| EXERCISE GOAL |
Down to the last line, transcribe the records verbatim and exclude the images.

Stored data entries
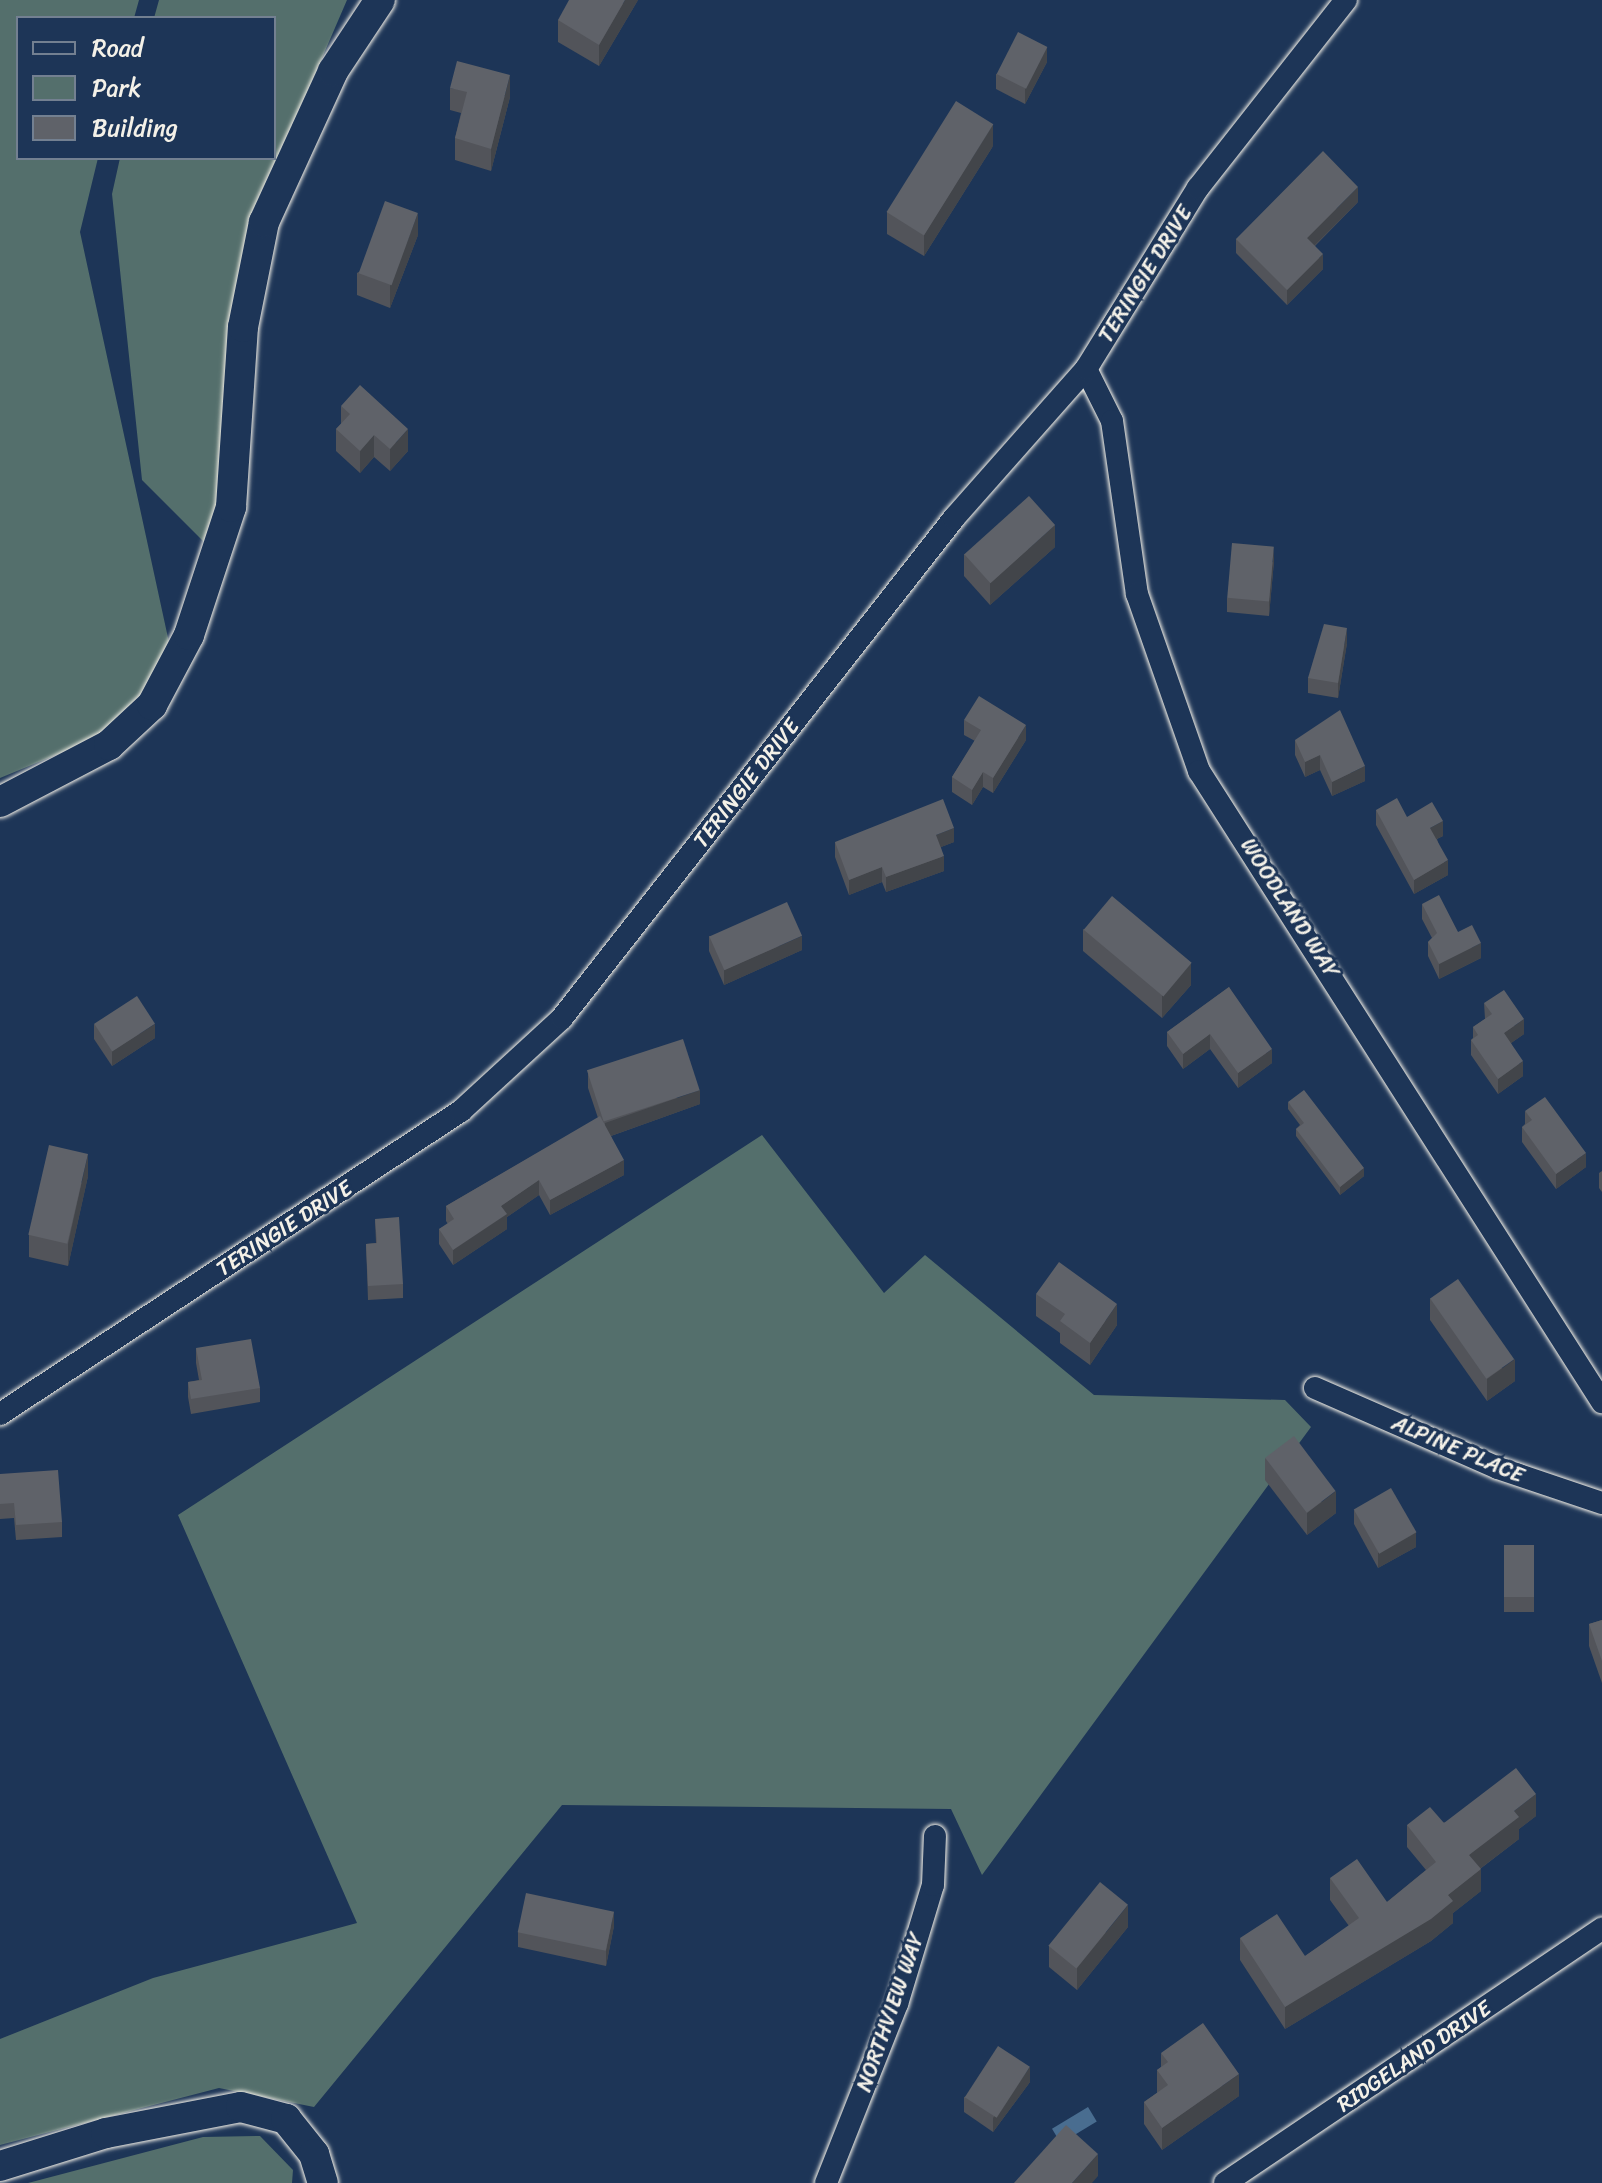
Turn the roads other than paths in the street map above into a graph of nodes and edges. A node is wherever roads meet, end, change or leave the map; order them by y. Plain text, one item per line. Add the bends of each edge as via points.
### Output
1 (380, 0) edge
2 (1346, 0) edge
3 (1086, 369) junction
4 (0, 802) edge
5 (1315, 1388) dead end
6 (1602, 1402) edge
7 (0, 1414) edge
8 (1602, 1503) edge
9 (935, 1836) dead end
10 (1602, 1929) edge
11 (0, 2166) edge
12 (322, 2177) edge
13 (826, 2183) edge
14 (1225, 2183) edge

1 - 4 main road via 333,71 264,222 243,327 231,507 189,635 152,705 109,745
2 - 3 street, TERINGIE DRIVE via 1198,188
3 - 6 street, WOODLAND WAY via 1112,421 1137,594 1199,771
3 - 7 street, TERINGIE DRIVE via 954,518 562,1018 461,1111
5 - 8 street, ALPINE PLACE via 1498,1468
9 - 13 street, NORTHVIEW WAY via 933,1885 897,2004
10 - 14 street, RIDGELAND DRIVE
11 - 12 main road via 106,2133 241,2107 286,2119

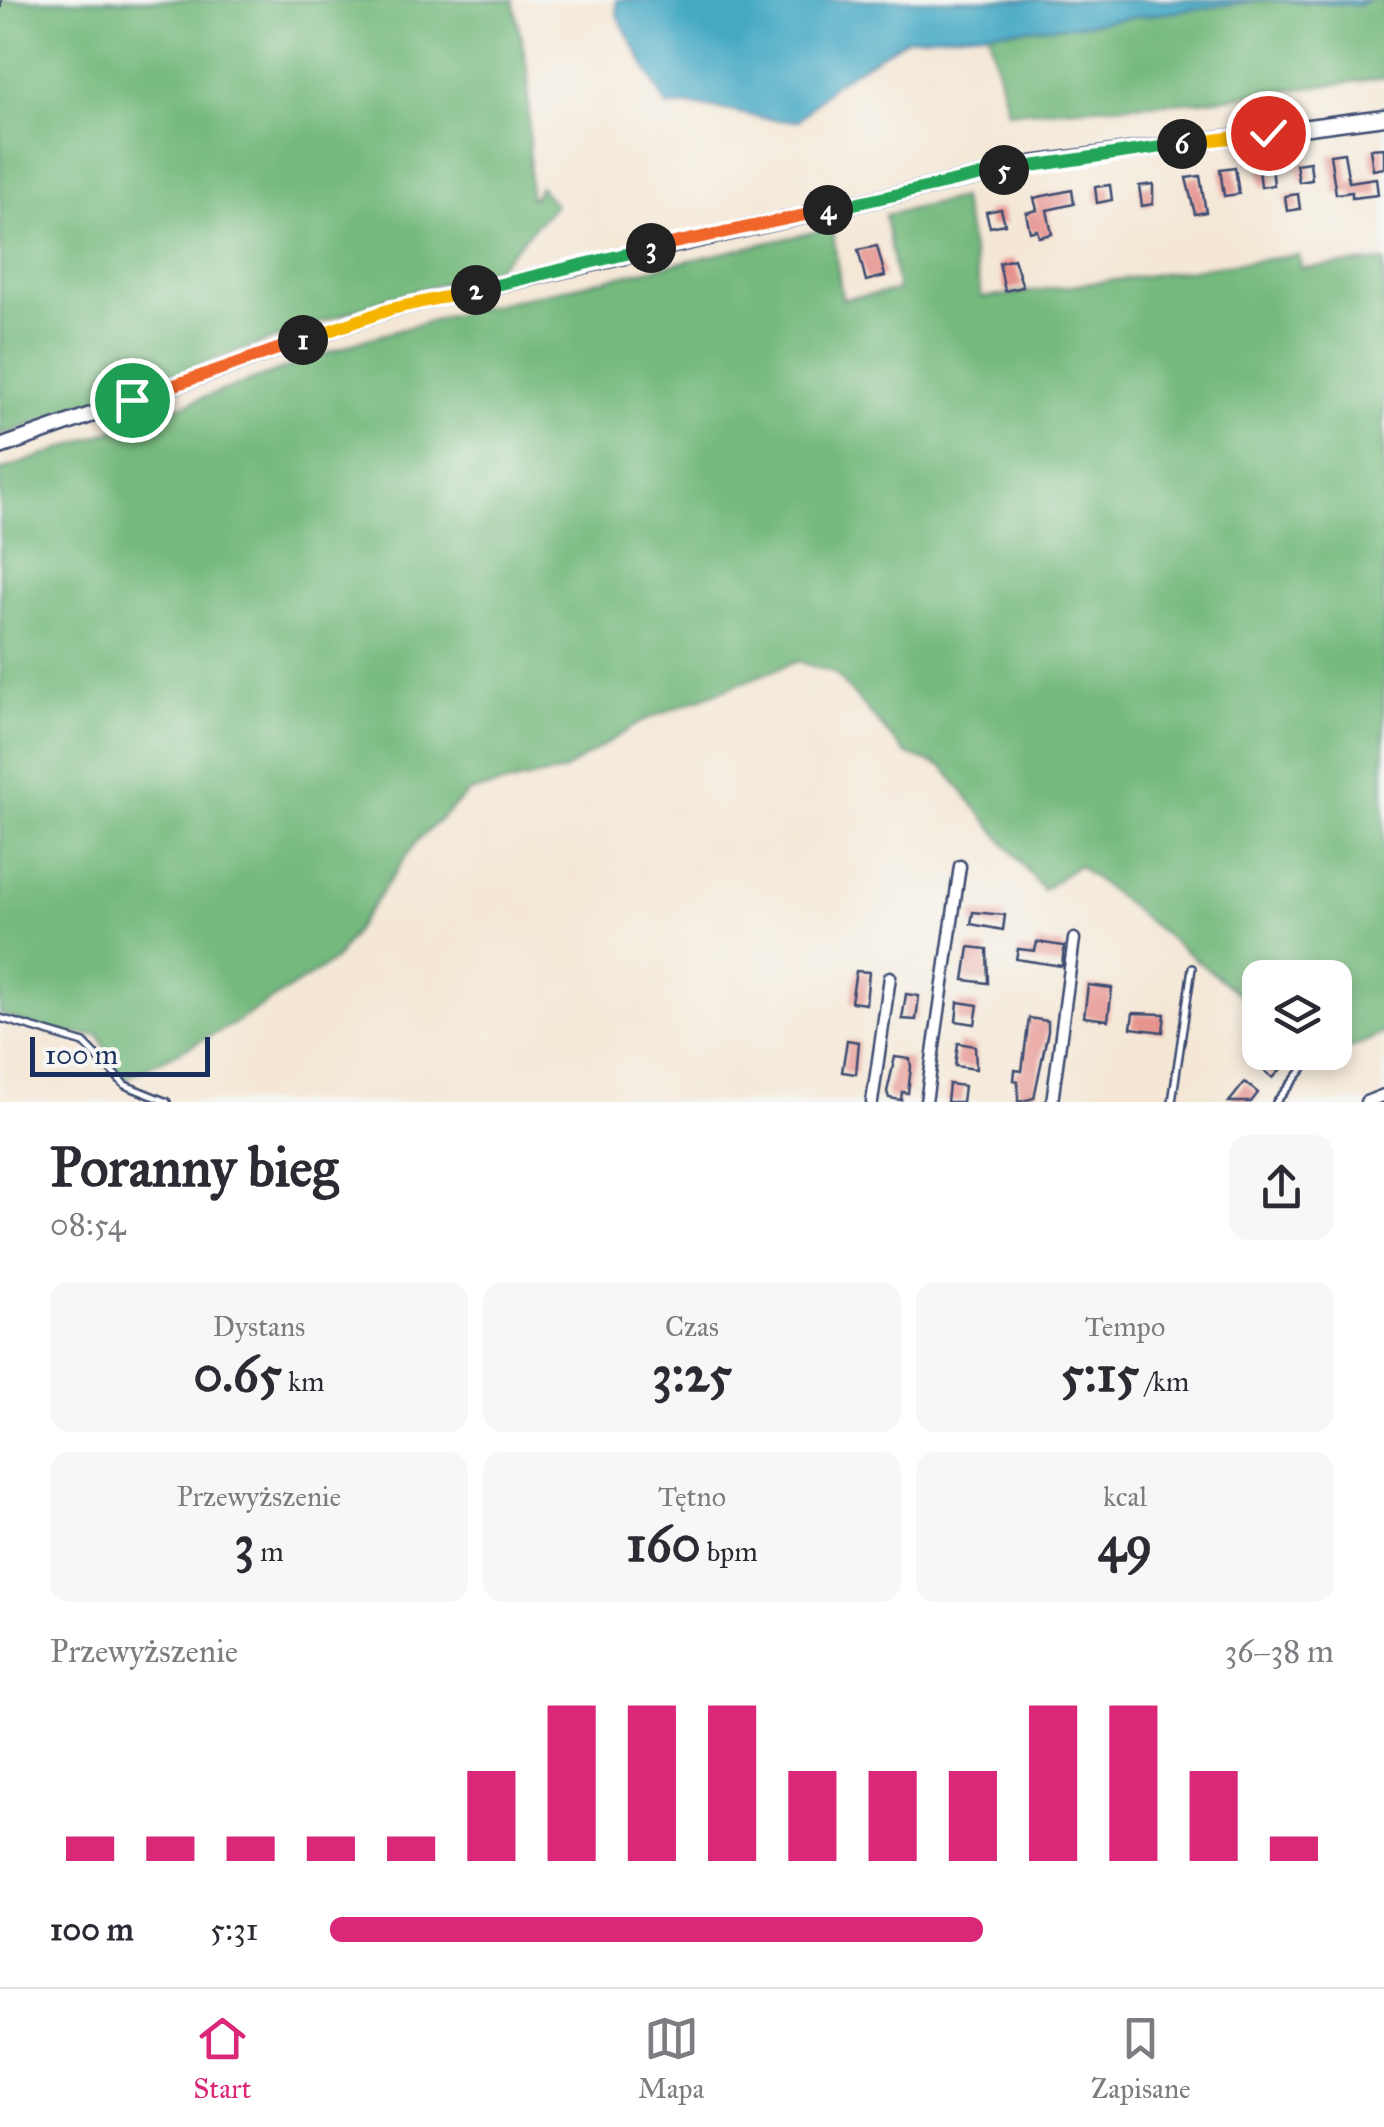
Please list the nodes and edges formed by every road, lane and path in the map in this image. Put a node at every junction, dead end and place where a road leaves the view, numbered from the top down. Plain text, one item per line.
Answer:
1 (1, 0) edge
2 (0, 24) edge
3 (1384, 117) edge
4 (1, 443) edge
5 (960, 866) dead end
6 (1074, 938) dead end
7 (1192, 968) dead end
8 (890, 977) dead end
9 (0, 1018) edge
10 (1302, 1070) edge
11 (1384, 1095) edge
12 (167, 1102) edge
13 (872, 1102) edge
14 (926, 1102) edge
15 (1052, 1102) edge
16 (1172, 1102) edge
17 (1276, 1102) edge
18 (1366, 1102) edge

1 - 2 path
3 - 4 main road
5 - 14 street
6 - 15 street
7 - 16 lane
8 - 13 street
9 - 12 lane
10 - 17 lane
11 - 18 street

| OUTPUT OF THE TASK |
Turn the roads other than paths in the street map above into a graph of nodes and edges. A node is wherever roads meet, end, change or leave the map; order them by y. Plain text, one item per line. Add the bends of each edge as via points.
### Output
1 (380, 0) edge
2 (1346, 0) edge
3 (1086, 369) junction
4 (0, 802) edge
5 (1315, 1388) dead end
6 (1602, 1402) edge
7 (0, 1414) edge
8 (1602, 1503) edge
9 (935, 1836) dead end
10 (1602, 1929) edge
11 (0, 2166) edge
12 (322, 2177) edge
13 (826, 2183) edge
14 (1225, 2183) edge

1 - 4 main road via 333,71 264,222 243,327 231,507 189,635 152,705 109,745
2 - 3 street, TERINGIE DRIVE via 1198,188
3 - 6 street, WOODLAND WAY via 1112,421 1137,594 1199,771
3 - 7 street, TERINGIE DRIVE via 954,518 562,1018 461,1111
5 - 8 street, ALPINE PLACE via 1498,1468
9 - 13 street, NORTHVIEW WAY via 933,1885 897,2004
10 - 14 street, RIDGELAND DRIVE
11 - 12 main road via 106,2133 241,2107 286,2119

Please list the nodes and edges formed by every road, lane and path in the map in this image. Put a node at every junction, dead end and place where a road leaves the view, numbered from the top down. Plain text, one item per line.
Answer:
1 (1, 0) edge
2 (0, 24) edge
3 (1384, 117) edge
4 (1, 443) edge
5 (960, 866) dead end
6 (1074, 938) dead end
7 (1192, 968) dead end
8 (890, 977) dead end
9 (0, 1018) edge
10 (1302, 1070) edge
11 (1384, 1095) edge
12 (167, 1102) edge
13 (872, 1102) edge
14 (926, 1102) edge
15 (1052, 1102) edge
16 (1172, 1102) edge
17 (1276, 1102) edge
18 (1366, 1102) edge

1 - 2 path
3 - 4 main road
5 - 14 street
6 - 15 street
7 - 16 lane
8 - 13 street
9 - 12 lane
10 - 17 lane
11 - 18 street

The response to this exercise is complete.